(Source data)
┄┄┄┄┄┄
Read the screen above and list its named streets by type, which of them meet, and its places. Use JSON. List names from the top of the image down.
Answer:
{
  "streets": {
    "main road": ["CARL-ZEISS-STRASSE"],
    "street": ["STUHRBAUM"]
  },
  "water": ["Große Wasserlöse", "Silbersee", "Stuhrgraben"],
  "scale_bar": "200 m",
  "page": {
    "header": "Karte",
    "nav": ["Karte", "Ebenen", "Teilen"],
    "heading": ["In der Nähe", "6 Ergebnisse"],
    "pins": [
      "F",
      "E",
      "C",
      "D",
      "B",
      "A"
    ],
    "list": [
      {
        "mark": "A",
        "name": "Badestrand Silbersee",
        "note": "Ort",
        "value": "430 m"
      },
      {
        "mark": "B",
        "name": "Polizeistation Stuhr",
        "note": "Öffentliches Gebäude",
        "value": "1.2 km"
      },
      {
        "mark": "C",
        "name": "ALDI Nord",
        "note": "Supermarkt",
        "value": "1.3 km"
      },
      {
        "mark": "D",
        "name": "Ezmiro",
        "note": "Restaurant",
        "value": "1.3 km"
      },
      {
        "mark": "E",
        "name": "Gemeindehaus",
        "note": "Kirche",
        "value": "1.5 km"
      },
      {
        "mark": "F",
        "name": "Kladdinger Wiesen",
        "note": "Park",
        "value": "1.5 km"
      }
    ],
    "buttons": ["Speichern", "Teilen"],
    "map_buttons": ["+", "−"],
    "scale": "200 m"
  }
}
┄┄┄┄┄┄
[WHAT TO DO]: All entries should be given again precisely as they appear above.

[RESPONSE TO THE TASK]:
Read the screen above and list its named streets by type, which of them meet, and its places. Use JSON. List names from the top of the image down.
Answer:
{
  "streets": {
    "main road": ["CARL-ZEISS-STRASSE"],
    "street": ["STUHRBAUM"]
  },
  "water": ["Große Wasserlöse", "Silbersee", "Stuhrgraben"],
  "scale_bar": "200 m",
  "page": {
    "header": "Karte",
    "nav": ["Karte", "Ebenen", "Teilen"],
    "heading": ["In der Nähe", "6 Ergebnisse"],
    "pins": [
      "F",
      "E",
      "C",
      "D",
      "B",
      "A"
    ],
    "list": [
      {
        "mark": "A",
        "name": "Badestrand Silbersee",
        "note": "Ort",
        "value": "430 m"
      },
      {
        "mark": "B",
        "name": "Polizeistation Stuhr",
        "note": "Öffentliches Gebäude",
        "value": "1.2 km"
      },
      {
        "mark": "C",
        "name": "ALDI Nord",
        "note": "Supermarkt",
        "value": "1.3 km"
      },
      {
        "mark": "D",
        "name": "Ezmiro",
        "note": "Restaurant",
        "value": "1.3 km"
      },
      {
        "mark": "E",
        "name": "Gemeindehaus",
        "note": "Kirche",
        "value": "1.5 km"
      },
      {
        "mark": "F",
        "name": "Kladdinger Wiesen",
        "note": "Park",
        "value": "1.5 km"
      }
    ],
    "buttons": ["Speichern", "Teilen"],
    "map_buttons": ["+", "−"],
    "scale": "200 m"
  }
}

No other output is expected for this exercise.